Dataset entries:

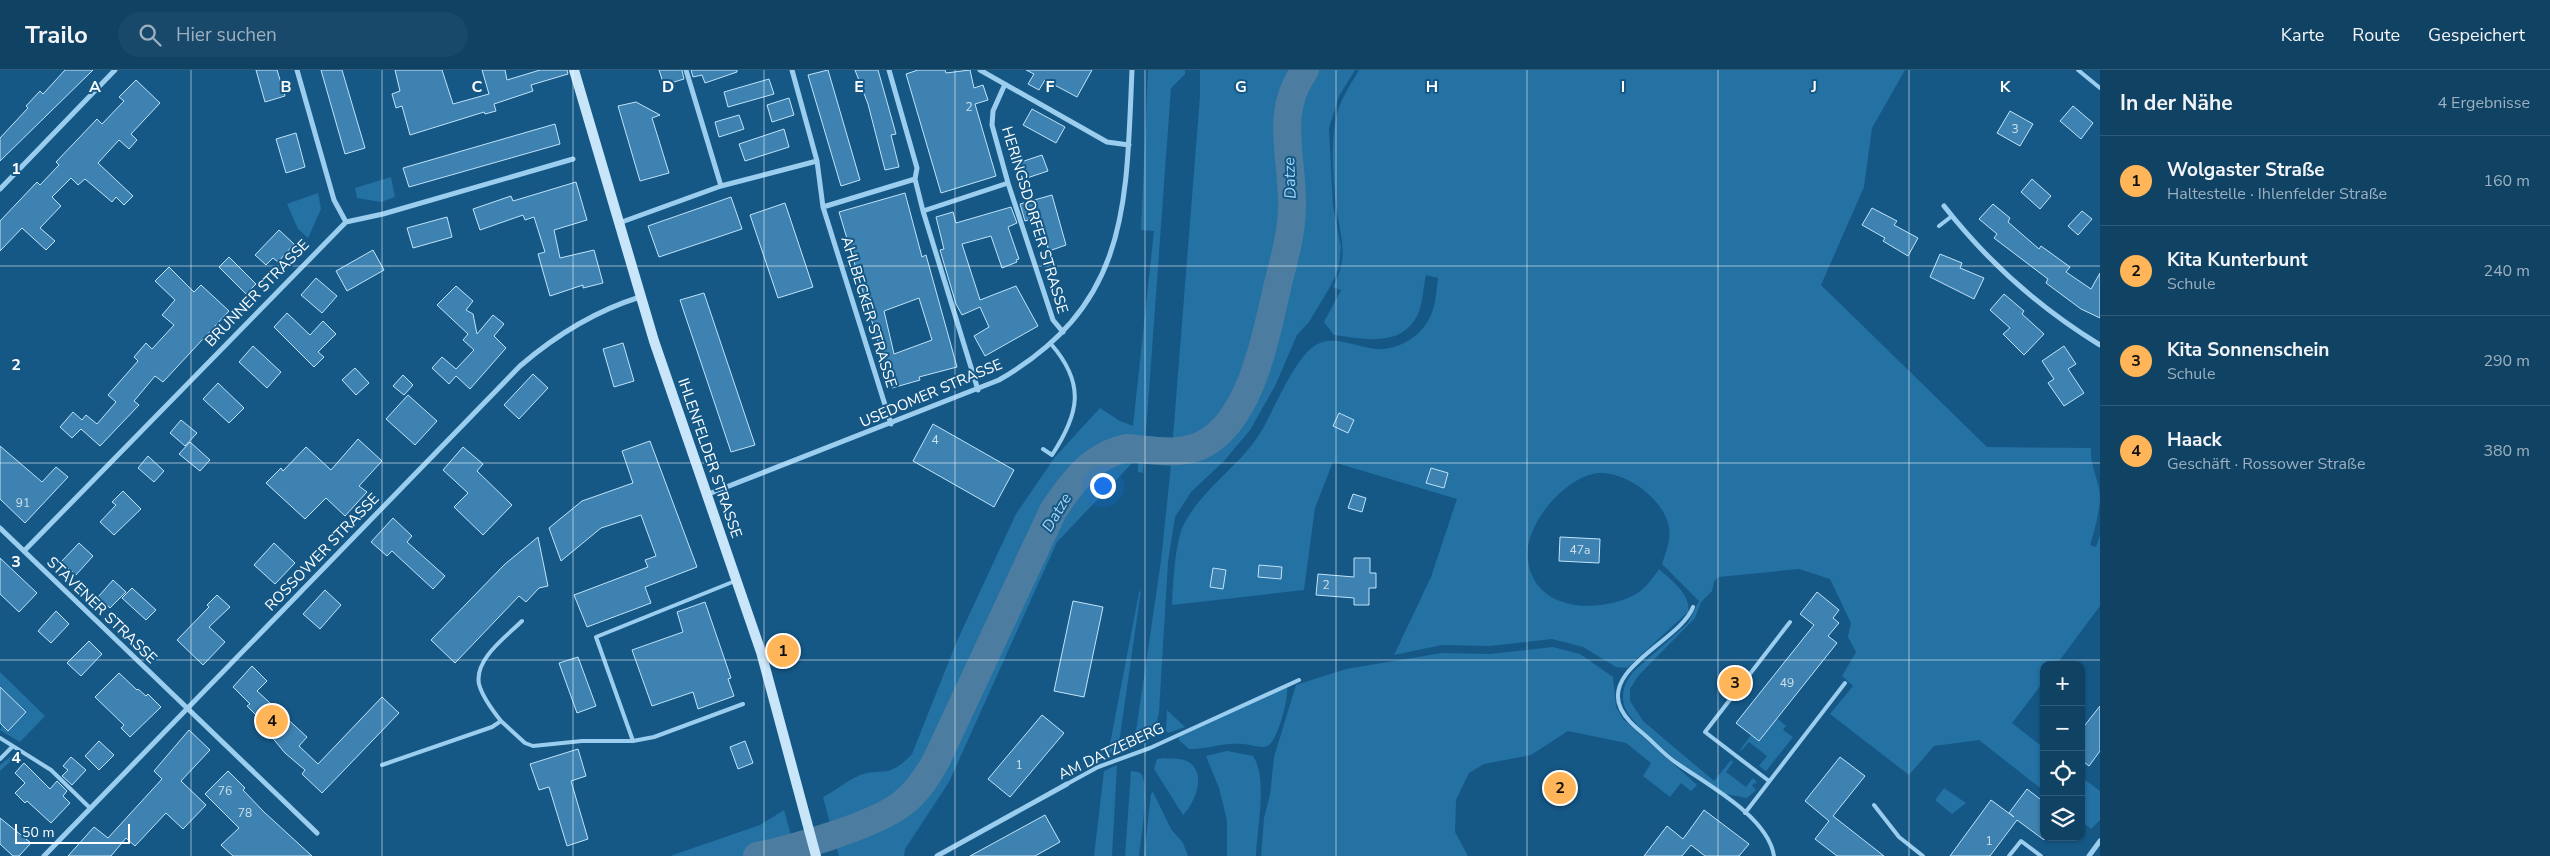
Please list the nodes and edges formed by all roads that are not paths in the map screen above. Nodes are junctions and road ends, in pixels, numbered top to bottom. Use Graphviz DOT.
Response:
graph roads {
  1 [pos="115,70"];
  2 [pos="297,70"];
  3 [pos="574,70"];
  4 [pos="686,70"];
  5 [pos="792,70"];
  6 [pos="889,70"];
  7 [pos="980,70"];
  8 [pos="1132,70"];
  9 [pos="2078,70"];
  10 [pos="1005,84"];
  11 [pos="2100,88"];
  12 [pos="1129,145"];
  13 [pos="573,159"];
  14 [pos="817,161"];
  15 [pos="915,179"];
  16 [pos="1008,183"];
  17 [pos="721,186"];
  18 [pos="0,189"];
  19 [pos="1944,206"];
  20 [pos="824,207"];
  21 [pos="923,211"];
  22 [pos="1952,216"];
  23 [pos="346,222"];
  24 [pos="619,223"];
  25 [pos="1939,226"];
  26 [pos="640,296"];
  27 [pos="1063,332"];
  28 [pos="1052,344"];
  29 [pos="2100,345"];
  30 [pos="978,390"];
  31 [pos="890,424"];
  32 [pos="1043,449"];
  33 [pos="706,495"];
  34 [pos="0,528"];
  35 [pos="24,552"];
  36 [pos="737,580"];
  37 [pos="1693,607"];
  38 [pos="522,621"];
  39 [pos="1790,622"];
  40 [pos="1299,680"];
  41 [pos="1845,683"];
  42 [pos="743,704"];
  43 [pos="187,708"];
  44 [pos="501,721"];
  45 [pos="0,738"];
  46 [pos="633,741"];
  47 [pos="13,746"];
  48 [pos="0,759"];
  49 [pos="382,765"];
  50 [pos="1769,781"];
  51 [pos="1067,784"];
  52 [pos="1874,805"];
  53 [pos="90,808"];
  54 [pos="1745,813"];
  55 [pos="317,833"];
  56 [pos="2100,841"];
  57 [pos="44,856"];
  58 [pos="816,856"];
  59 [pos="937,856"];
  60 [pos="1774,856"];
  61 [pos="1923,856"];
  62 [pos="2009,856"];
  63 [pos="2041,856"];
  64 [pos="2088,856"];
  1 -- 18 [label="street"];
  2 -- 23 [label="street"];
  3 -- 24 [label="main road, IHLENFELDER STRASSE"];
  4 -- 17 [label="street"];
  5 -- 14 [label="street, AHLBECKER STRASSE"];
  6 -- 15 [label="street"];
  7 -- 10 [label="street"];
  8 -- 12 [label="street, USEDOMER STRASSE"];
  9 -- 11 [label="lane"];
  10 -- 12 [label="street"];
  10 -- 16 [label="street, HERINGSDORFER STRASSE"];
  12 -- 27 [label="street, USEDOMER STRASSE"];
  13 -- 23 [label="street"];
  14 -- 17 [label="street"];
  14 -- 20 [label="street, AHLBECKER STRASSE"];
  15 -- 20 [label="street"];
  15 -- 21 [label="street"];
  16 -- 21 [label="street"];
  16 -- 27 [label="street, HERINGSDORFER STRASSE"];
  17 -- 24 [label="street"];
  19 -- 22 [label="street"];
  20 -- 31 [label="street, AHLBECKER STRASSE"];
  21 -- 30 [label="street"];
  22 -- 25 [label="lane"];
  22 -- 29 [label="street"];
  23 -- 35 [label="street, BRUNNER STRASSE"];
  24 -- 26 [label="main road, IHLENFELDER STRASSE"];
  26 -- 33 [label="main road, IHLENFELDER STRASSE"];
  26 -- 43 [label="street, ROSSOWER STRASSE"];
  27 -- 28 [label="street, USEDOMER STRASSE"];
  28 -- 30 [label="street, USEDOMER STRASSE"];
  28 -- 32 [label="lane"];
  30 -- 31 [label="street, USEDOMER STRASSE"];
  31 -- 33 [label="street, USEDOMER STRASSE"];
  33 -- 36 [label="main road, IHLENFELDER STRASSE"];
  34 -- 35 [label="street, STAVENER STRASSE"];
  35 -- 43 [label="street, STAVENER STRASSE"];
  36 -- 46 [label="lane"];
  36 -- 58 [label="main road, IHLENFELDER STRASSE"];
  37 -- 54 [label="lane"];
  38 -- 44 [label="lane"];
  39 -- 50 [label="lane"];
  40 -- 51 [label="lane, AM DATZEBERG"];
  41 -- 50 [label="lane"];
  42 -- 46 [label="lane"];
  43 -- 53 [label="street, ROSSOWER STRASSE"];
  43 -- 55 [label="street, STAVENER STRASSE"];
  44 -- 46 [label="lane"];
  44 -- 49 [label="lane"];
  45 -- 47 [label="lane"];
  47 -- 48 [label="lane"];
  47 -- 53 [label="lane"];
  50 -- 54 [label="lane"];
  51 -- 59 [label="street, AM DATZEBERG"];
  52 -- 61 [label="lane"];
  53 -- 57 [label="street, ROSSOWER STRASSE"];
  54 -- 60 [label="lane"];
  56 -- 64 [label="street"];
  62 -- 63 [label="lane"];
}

--

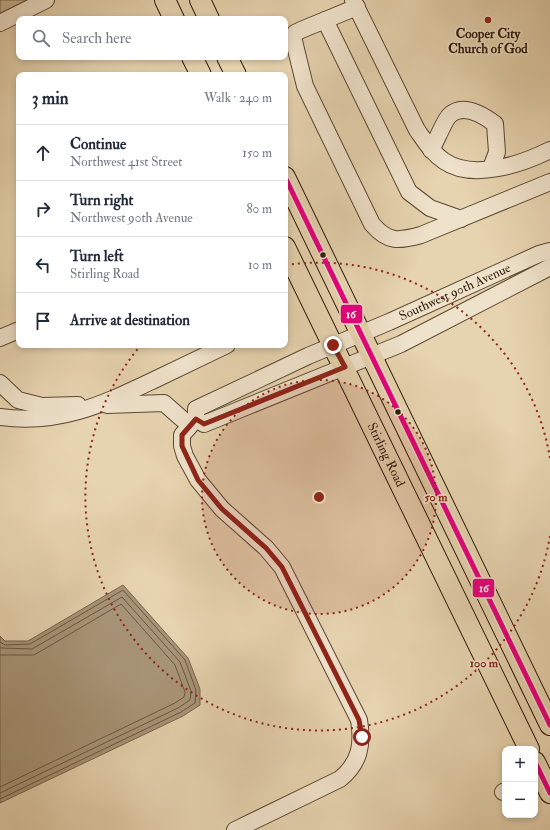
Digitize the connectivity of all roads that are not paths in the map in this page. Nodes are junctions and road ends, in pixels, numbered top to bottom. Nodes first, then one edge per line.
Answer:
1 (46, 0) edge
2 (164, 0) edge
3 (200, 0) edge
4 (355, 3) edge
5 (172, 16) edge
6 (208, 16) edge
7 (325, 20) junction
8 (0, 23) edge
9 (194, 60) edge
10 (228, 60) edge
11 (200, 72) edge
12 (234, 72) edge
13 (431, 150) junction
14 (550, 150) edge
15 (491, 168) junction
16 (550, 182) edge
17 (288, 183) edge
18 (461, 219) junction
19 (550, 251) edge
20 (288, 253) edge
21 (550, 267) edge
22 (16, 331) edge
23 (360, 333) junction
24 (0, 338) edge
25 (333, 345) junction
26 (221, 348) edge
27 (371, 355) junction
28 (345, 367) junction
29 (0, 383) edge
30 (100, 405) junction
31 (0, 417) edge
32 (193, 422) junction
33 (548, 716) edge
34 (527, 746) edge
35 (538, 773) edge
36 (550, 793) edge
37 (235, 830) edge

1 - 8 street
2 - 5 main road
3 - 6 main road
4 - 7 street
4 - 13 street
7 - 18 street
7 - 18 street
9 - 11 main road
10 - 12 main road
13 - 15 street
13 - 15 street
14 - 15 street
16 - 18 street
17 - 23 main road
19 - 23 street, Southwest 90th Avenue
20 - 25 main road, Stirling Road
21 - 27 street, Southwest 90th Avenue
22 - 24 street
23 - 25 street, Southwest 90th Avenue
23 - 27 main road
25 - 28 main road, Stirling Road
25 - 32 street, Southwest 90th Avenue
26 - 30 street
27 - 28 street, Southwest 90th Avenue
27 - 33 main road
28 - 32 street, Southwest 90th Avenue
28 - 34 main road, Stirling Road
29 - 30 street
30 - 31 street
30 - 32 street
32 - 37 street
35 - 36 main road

## ACTIVITY
Report all lines above with "DATZEBERG".

## TASK RESPONSE
  40 -- 51 [label="lane, AM DATZEBERG"];
  51 -- 59 [label="street, AM DATZEBERG"];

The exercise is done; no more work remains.